Top of DATA RECORDS

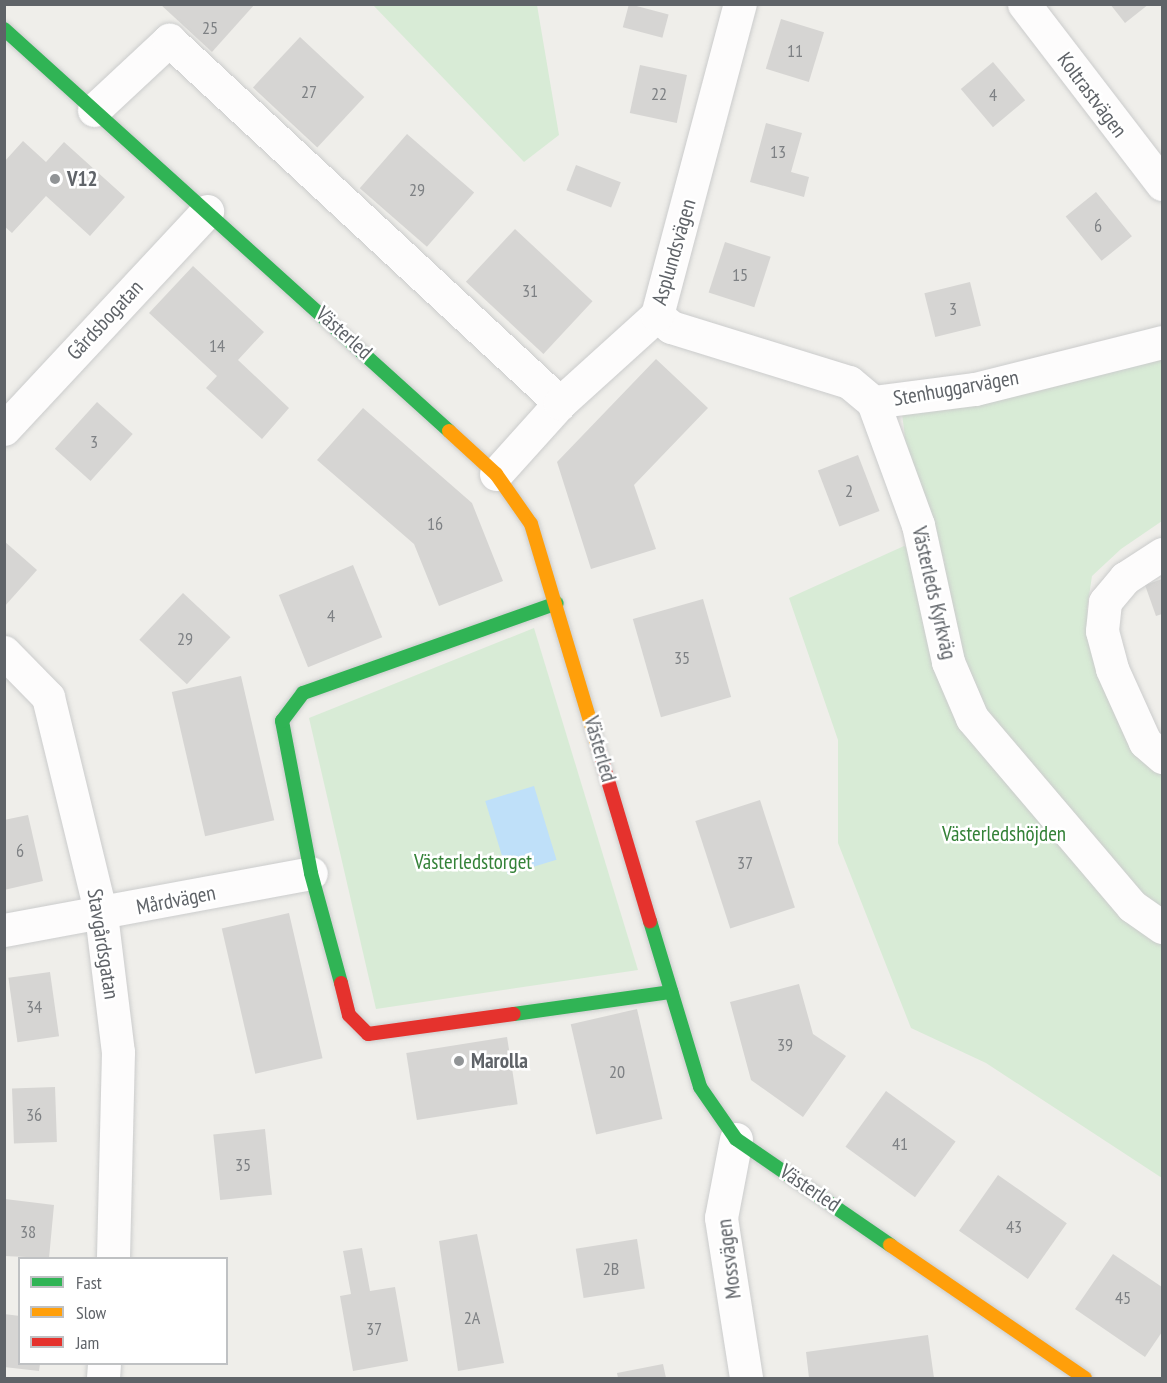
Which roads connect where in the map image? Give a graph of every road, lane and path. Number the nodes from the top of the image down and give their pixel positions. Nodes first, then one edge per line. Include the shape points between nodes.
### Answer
1 (740, 4) edge
2 (1024, 4) edge
3 (4, 29) edge
4 (94, 110) junction
5 (1162, 184) edge
6 (207, 211) junction
7 (657, 315) junction
8 (1162, 342) edge
9 (873, 402) junction
10 (560, 403) junction
11 (4, 429) edge
12 (496, 474) junction
13 (1162, 554) edge
14 (557, 603) junction
15 (4, 652) edge
16 (1162, 757) edge
17 (311, 873) junction
18 (101, 914) junction
19 (1162, 927) edge
20 (4, 930) edge
21 (671, 992) junction
22 (736, 1139) junction
23 (113, 1257) edge
24 (746, 1378) edge
25 (1085, 1378) edge

1 - 7 street, Asplundsvägen
2 - 5 street, Koltrastvägen
3 - 4 street, Västerled
4 - 6 street, Västerled
4 - 10 street via 169,40
6 - 11 street, Gårdsbogatan
6 - 12 street, Västerled
7 - 9 street, Stenhuggarvägen via 671,327 849,382
7 - 10 street, Asplundsvägen
8 - 9 street, Stenhuggarvägen via 975,389
9 - 19 street, Västerleds Kyrkväg via 918,525 948,662 972,718 1132,906
10 - 12 street, Asplundsvägen
12 - 14 street, Västerled via 531,524
13 - 16 street via 1125,578 1105,602 1102,631 1112,669 1145,742
14 - 17 street via 303,693 282,721
14 - 21 street, Västerled
15 - 18 street, Stavgårdsgatan via 48,697
17 - 18 street, Mårdvägen
17 - 21 street via 349,1016 368,1034
18 - 20 street, Mårdvägen
18 - 23 street, Stavgårdsgatan via 118,1052
21 - 22 street, Västerled via 700,1087
22 - 24 street, Mossvägen via 722,1218
22 - 25 street, Västerled

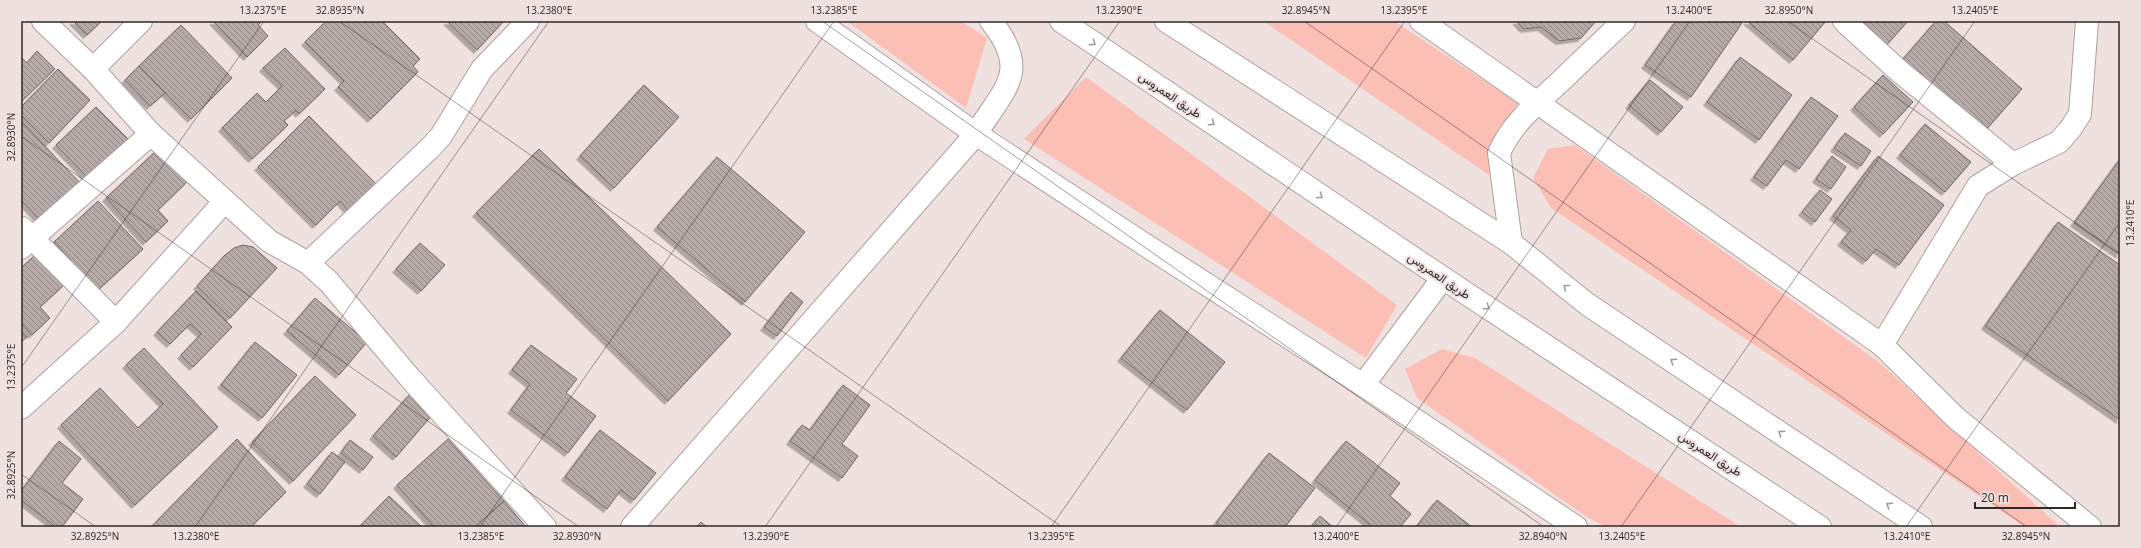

Bottom of DATA RECORDS

**ABOUT THIS TASK**:
Repeat the listing in full and exactly. Leave any pictures out.

**ANSWER FOR THE TASK**:
Which roads connect where in the map image? Give a graph of every road, lane and path. Number the nodes from the top of the image down and give their pixel positions. Nodes first, then one edge per line. Include the shape points between nodes.
### Answer
1 (740, 4) edge
2 (1024, 4) edge
3 (4, 29) edge
4 (94, 110) junction
5 (1162, 184) edge
6 (207, 211) junction
7 (657, 315) junction
8 (1162, 342) edge
9 (873, 402) junction
10 (560, 403) junction
11 (4, 429) edge
12 (496, 474) junction
13 (1162, 554) edge
14 (557, 603) junction
15 (4, 652) edge
16 (1162, 757) edge
17 (311, 873) junction
18 (101, 914) junction
19 (1162, 927) edge
20 (4, 930) edge
21 (671, 992) junction
22 (736, 1139) junction
23 (113, 1257) edge
24 (746, 1378) edge
25 (1085, 1378) edge

1 - 7 street, Asplundsvägen
2 - 5 street, Koltrastvägen
3 - 4 street, Västerled
4 - 6 street, Västerled
4 - 10 street via 169,40
6 - 11 street, Gårdsbogatan
6 - 12 street, Västerled
7 - 9 street, Stenhuggarvägen via 671,327 849,382
7 - 10 street, Asplundsvägen
8 - 9 street, Stenhuggarvägen via 975,389
9 - 19 street, Västerleds Kyrkväg via 918,525 948,662 972,718 1132,906
10 - 12 street, Asplundsvägen
12 - 14 street, Västerled via 531,524
13 - 16 street via 1125,578 1105,602 1102,631 1112,669 1145,742
14 - 17 street via 303,693 282,721
14 - 21 street, Västerled
15 - 18 street, Stavgårdsgatan via 48,697
17 - 18 street, Mårdvägen
17 - 21 street via 349,1016 368,1034
18 - 20 street, Mårdvägen
18 - 23 street, Stavgårdsgatan via 118,1052
21 - 22 street, Västerled via 700,1087
22 - 24 street, Mossvägen via 722,1218
22 - 25 street, Västerled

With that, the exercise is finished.